WHAT YOU WILL DO: What is the number of lines in the entries below that include the word "Сусла"? Provide the number only.

━━━ RECORDS FOR THE EXERCISE

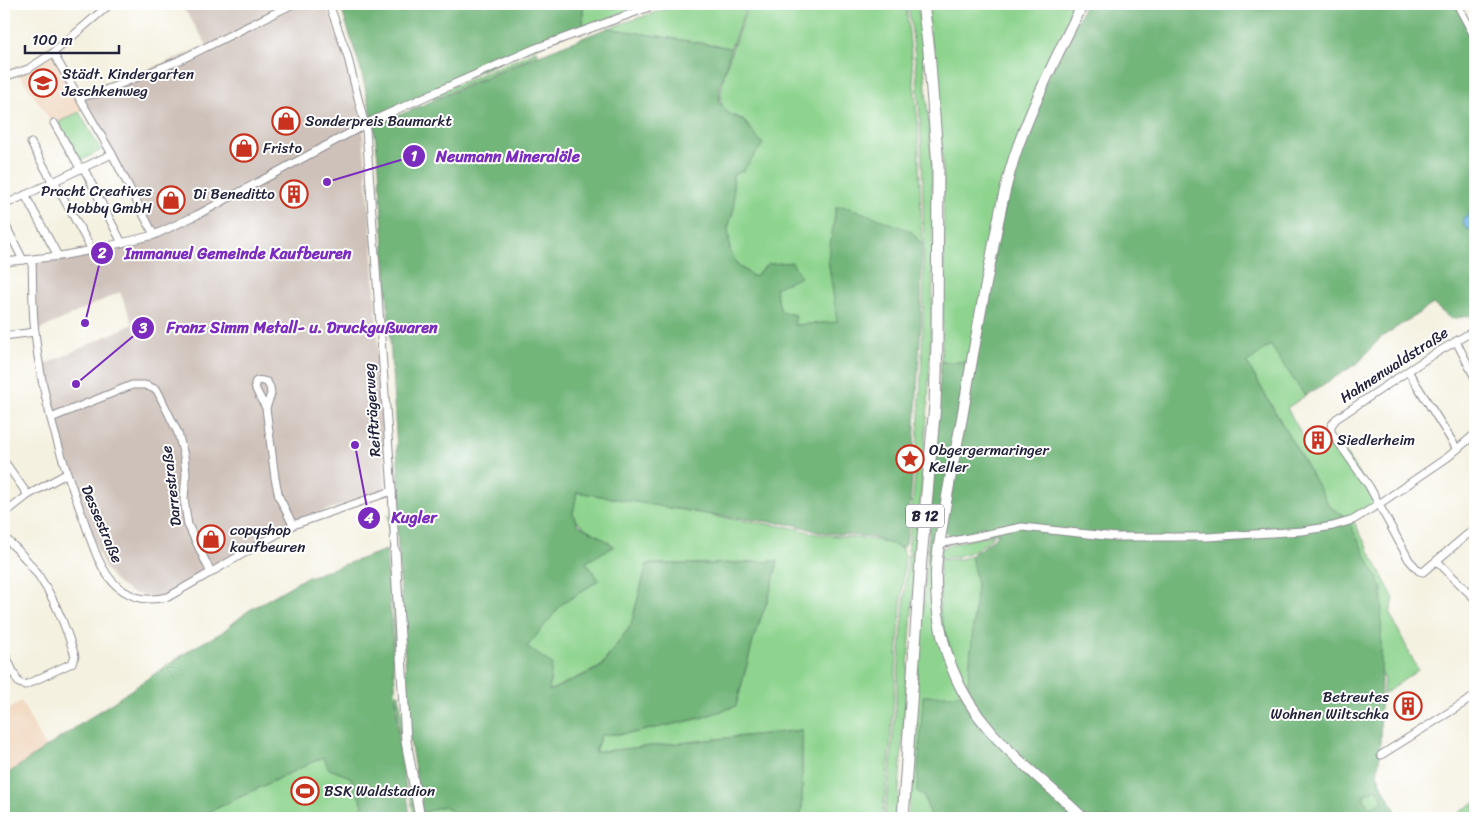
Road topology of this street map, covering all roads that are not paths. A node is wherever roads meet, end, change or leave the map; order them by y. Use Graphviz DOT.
graph roads {
  1 [pos="110,4"];
  2 [pos="293,4"];
  3 [pos="329,4"];
  4 [pos="658,4"];
  5 [pos="923,4"];
  6 [pos="1083,4"];
  7 [pos="1457,4"];
  8 [pos="1475,38"];
  9 [pos="53,53"];
  10 [pos="4,77"];
  11 [pos="80,98"];
  12 [pos="54,123"];
  13 [pos="368,123"];
  14 [pos="31,143"];
  15 [pos="112,154"];
  16 [pos="82,168"];
  17 [pos="53,181"];
  18 [pos="25,195"];
  19 [pos="4,205"];
  20 [pos="4,222"];
  21 [pos="154,235"];
  22 [pos="122,243"];
  23 [pos="92,250"];
  24 [pos="58,256"];
  25 [pos="23,260"];
  26 [pos="32,260"];
  27 [pos="4,262"];
  28 [pos="1475,330"];
  29 [pos="35,332"];
  30 [pos="4,336"];
  31 [pos="1456,341"];
  32 [pos="1408,372"];
  33 [pos="1475,378"];
  34 [pos="266,408"];
  35 [pos="51,418"];
  36 [pos="1475,434"];
  37 [pos="1457,449"];
  38 [pos="4,461"];
  39 [pos="66,474"];
  40 [pos="392,491"];
  41 [pos="28,495"];
  42 [pos="1379,504"];
  43 [pos="4,514"];
  44 [pos="292,524"];
  45 [pos="1475,528"];
  46 [pos="4,537"];
  47 [pos="939,544"];
  48 [pos="395,551"];
  49 [pos="1437,561"];
  50 [pos="211,573"];
  51 [pos="1475,599"];
  52 [pos="4,652"];
  53 [pos="1475,696"];
  54 [pos="1381,755"];
  55 [pos="420,818"];
  56 [pos="903,818"];
  57 [pos="1083,818"];
  1 -- 9 [label="street"];
  2 -- 11 [label="street"];
  3 -- 13 [label="street, Reifträgerweg"];
  4 -- 13 [label="street"];
  5 -- 56 [label="highway, B 12"];
  6 -- 47 [label="main road"];
  7 -- 8 [label="street"];
  9 -- 10 [label="street"];
  9 -- 11 [label="street"];
  11 -- 15 [label="street"];
  12 -- 16 [label="street"];
  13 -- 21 [label="street"];
  13 -- 40 [label="street, Reifträgerweg"];
  14 -- 17 [label="street"];
  15 -- 16 [label="street"];
  15 -- 21 [label="street"];
  16 -- 17 [label="street"];
  16 -- 22 [label="street"];
  17 -- 18 [label="street"];
  17 -- 23 [label="street"];
  18 -- 19 [label="street"];
  18 -- 24 [label="street"];
  20 -- 25 [label="street"];
  21 -- 22 [label="street"];
  22 -- 23 [label="street"];
  23 -- 24 [label="street"];
  24 -- 26 [label="street"];
  25 -- 26 [label="street"];
  25 -- 27 [label="street"];
  26 -- 29 [label="street, Dessestraße"];
  28 -- 31 [label="street, Hahnenwaldstraße"];
  29 -- 30 [label="street"];
  29 -- 35 [label="street, Dessestraße"];
  31 -- 32 [label="street, Hahnenwaldstraße"];
  31 -- 33 [label="street"];
  32 -- 37 [label="street"];
  32 -- 42 [label="street, Hahnenwaldstraße"];
  34 -- 44 [label="street"];
  35 -- 39 [label="street, Dessestraße"];
  35 -- 50 [label="street, Darrestraße"];
  36 -- 37 [label="street"];
  37 -- 42 [label="street"];
  38 -- 41 [label="street"];
  39 -- 41 [label="street"];
  39 -- 50 [label="street, Dessestraße"];
  40 -- 44 [label="street, Dessestraße"];
  40 -- 48 [label="street, Reifträgerweg"];
  41 -- 43 [label="street"];
  42 -- 47 [label="street"];
  42 -- 49 [label="street"];
  44 -- 50 [label="street, Dessestraße"];
  45 -- 49 [label="street"];
  46 -- 52 [label="street"];
  47 -- 57 [label="main road"];
  48 -- 55 [label="street, Reifträgerweg"];
  49 -- 51 [label="street"];
  53 -- 54 [label="street"];
}
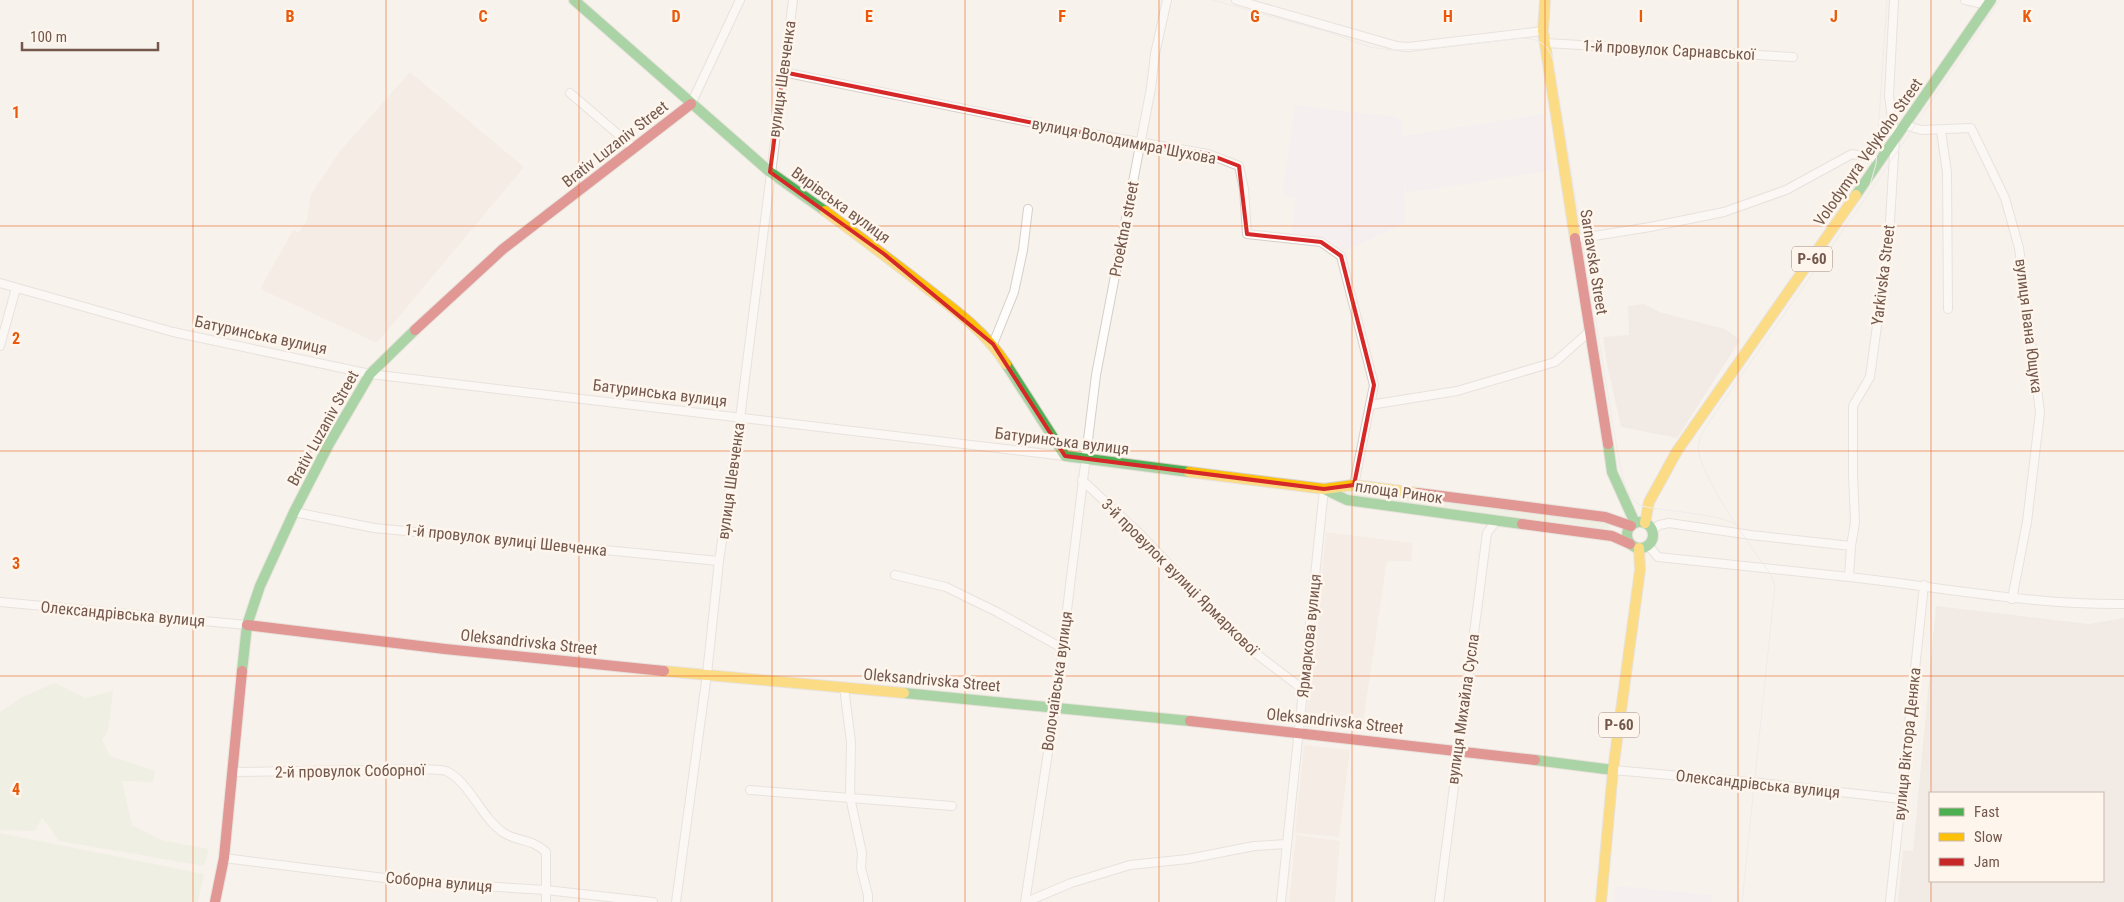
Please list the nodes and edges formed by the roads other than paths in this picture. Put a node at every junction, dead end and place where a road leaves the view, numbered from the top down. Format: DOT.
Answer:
graph roads {
  1 [pos="574,0"];
  2 [pos="740,0"];
  3 [pos="793,0"];
  4 [pos="1167,0"];
  5 [pos="1236,0"];
  6 [pos="1545,0"];
  7 [pos="1894,0"];
  8 [pos="1965,0"];
  9 [pos="1990,2"];
  10 [pos="1543,31"];
  11 [pos="1545,43"];
  12 [pos="1793,57"];
  13 [pos="783,72"];
  14 [pos="570,93"];
  15 [pos="690,104"];
  16 [pos="1905,125"];
  17 [pos="1941,131"];
  18 [pos="1895,139"];
  19 [pos="1141,143"];
  20 [pos="634,148"];
  21 [pos="1881,159"];
  22 [pos="770,172"];
  23 [pos="1028,209"];
  24 [pos="1575,239"];
  25 [pos="0,283"];
  26 [pos="16,288"];
  27 [pos="1948,309"];
  28 [pos="1590,331"];
  29 [pos="993,344"];
  30 [pos="0,346"];
  31 [pos="370,374"];
  32 [pos="1370,405"];
  33 [pos="740,418"];
  34 [pos="1065,456"];
  35 [pos="1086,459"];
  36 [pos="1082,480"];
  37 [pos="1354,485"];
  38 [pos="1324,489"];
  39 [pos="294,512"];
  40 [pos="1497,520"];
  41 [pos="1641,526"];
  42 [pos="1639,545"];
  43 [pos="1851,546"];
  44 [pos="719,561"];
  45 [pos="896,575"];
  46 [pos="1849,577"];
  47 [pos="1924,586"];
  48 [pos="2012,599"];
  49 [pos="0,602"];
  50 [pos="2124,604"];
  51 [pos="247,625"];
  52 [pos="1062,648"];
  53 [pos="707,674"];
  54 [pos="844,687"];
  55 [pos="1304,690"];
  56 [pos="1055,707"];
  57 [pos="1299,732"];
  58 [pos="1457,750"];
  59 [pos="1613,770"];
  60 [pos="233,772"];
  61 [pos="750,790"];
  62 [pos="850,797"];
  63 [pos="1902,799"];
  64 [pos="952,806"];
  65 [pos="1287,844"];
  66 [pos="224,858"];
  67 [pos="546,890"];
  68 [pos="215,902"];
  69 [pos="546,902"];
  70 [pos="653,902"];
  71 [pos="676,902"];
  72 [pos="868,902"];
  73 [pos="1026,902"];
  74 [pos="1281,902"];
  75 [pos="1439,902"];
  76 [pos="1601,902"];
  77 [pos="1890,902"];
  1 -- 15 [label="main road, Вирівська вулиця"];
  2 -- 15 [label="street"];
  3 -- 13 [label="street, вулиця Шевченка"];
  4 -- 19 [label="street, Proektna street"];
  5 -- 10 [label="street"];
  6 -- 10 [label="main road, Sarnavska Street"];
  7 -- 18 [label="street, Yarkivska Street"];
  8 -- 9 [label="street"];
  9 -- 16 [label="main road, Volodymyra Velykoho Street / Р-60"];
  10 -- 11 [label="main road, Sarnavska Street"];
  11 -- 12 [label="street, 1-й провулок Сарнавської"];
  11 -- 24 [label="main road, Sarnavska Street"];
  13 -- 19 [label="street, вулиця Володимира Шухова"];
  13 -- 22 [label="street, вулиця Шевченка"];
  14 -- 20 [label="street"];
  15 -- 20 [label="main road, Brativ Luzaniv Street"];
  15 -- 22 [label="main road, Вирівська вулиця"];
  16 -- 17 [label="street, вулиця Івана Ющука"];
  16 -- 18 [label="main road, Volodymyra Velykoho Street / Р-60"];
  17 -- 27 [label="street"];
  17 -- 48 [label="street, вулиця Івана Ющука"];
  18 -- 21 [label="main road, Volodymyra Velykoho Street / Р-60"];
  18 -- 43 [label="street, Yarkivska Street"];
  19 -- 32 [label="street, вулиця Володимира Шухова"];
  19 -- 35 [label="street, Proektna street"];
  20 -- 31 [label="main road, Brativ Luzaniv Street"];
  21 -- 24 [label="street"];
  21 -- 41 [label="main road, Volodymyra Velykoho Street / Р-60"];
  22 -- 29 [label="main road, Вирівська вулиця"];
  22 -- 33 [label="street, вулиця Шевченка"];
  23 -- 29 [label="street"];
  24 -- 28 [label="main road, Sarnavska Street"];
  25 -- 26 [label="street, Батуринська вулиця"];
  26 -- 30 [label="street"];
  26 -- 31 [label="street, Батуринська вулиця"];
  28 -- 32 [label="street"];
  28 -- 41 [label="main road, Sarnavska Street"];
  29 -- 34 [label="main road, Вирівська вулиця"];
  31 -- 33 [label="street, Батуринська вулиця"];
  31 -- 39 [label="main road, Brativ Luzaniv Street"];
  32 -- 37 [label="street, вулиця Володимира Шухова"];
  33 -- 34 [label="street, Батуринська вулиця"];
  33 -- 44 [label="street, вулиця Шевченка"];
  34 -- 35 [label="main road, Батуринська вулиця"];
  35 -- 36 [label="street, Волочаївська вулиця"];
  35 -- 38 [label="main road, Батуринська вулиця"];
  36 -- 52 [label="street, Волочаївська вулиця"];
  36 -- 55 [label="street, 3-й провулок вулиці Ярмаркової"];
  37 -- 38 [label="main road, площа Ринок"];
  37 -- 41 [label="main road, площа Ринок"];
  38 -- 40 [label="main road, площа Ринок"];
  38 -- 55 [label="street, Ярмаркова вулиця"];
  39 -- 44 [label="street, 1-й провулок вулиці Шевченка"];
  39 -- 51 [label="main road, Brativ Luzaniv Street"];
  40 -- 42 [label="main road, площа Ринок"];
  40 -- 58 [label="street, вулиця Михайла Сусла"];
  41 -- 42 [label="main road, Р-60"];
  41 -- 42 [label="main road, Р-60"];
  41 -- 43 [label="street"];
  42 -- 46 [label="street"];
  42 -- 59 [label="main road, Р-60"];
  43 -- 46 [label="street, Yarkivska Street"];
  44 -- 53 [label="street, вулиця Шевченка"];
  45 -- 52 [label="street"];
  46 -- 47 [label="street"];
  47 -- 48 [label="street"];
  47 -- 63 [label="street, вулиця Віктора Деняка"];
  48 -- 50 [label="street"];
  49 -- 51 [label="street, Олександрівська вулиця"];
  51 -- 53 [label="main road, Oleksandrivska Street"];
  51 -- 60 [label="main road, Brativ Luzaniv Street"];
  52 -- 56 [label="street, Волочаївська вулиця"];
  53 -- 54 [label="main road, Oleksandrivska Street"];
  53 -- 71 [label="street, вулиця Шевченка"];
  54 -- 56 [label="main road, Oleksandrivska Street"];
  54 -- 62 [label="street"];
  55 -- 57 [label="street, Ярмаркова вулиця"];
  56 -- 57 [label="main road, Oleksandrivska Street"];
  56 -- 73 [label="street, Волочаївська вулиця"];
  57 -- 58 [label="main road, Oleksandrivska Street"];
  57 -- 65 [label="street, Ярмаркова вулиця"];
  58 -- 59 [label="main road, Oleksandrivska Street"];
  58 -- 75 [label="street, вулиця Михайла Сусла"];
  59 -- 63 [label="street, Олександрівська вулиця"];
  59 -- 76 [label="main road, Р-60"];
  60 -- 66 [label="main road, Brativ Luzaniv Street"];
  60 -- 67 [label="street, 2-й провулок Соборної"];
  61 -- 62 [label="street"];
  62 -- 64 [label="street"];
  62 -- 72 [label="street"];
  63 -- 77 [label="street, вулиця Віктора Деняка"];
  65 -- 73 [label="street"];
  65 -- 74 [label="street, Ярмаркова вулиця"];
  66 -- 67 [label="street, Соборна вулиця"];
  66 -- 68 [label="main road, Brativ Luzaniv Street"];
  67 -- 69 [label="street, 2-й провулок Соборної"];
  67 -- 70 [label="street, Соборна вулиця"];
}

━━━━━━

RESPONSE: 2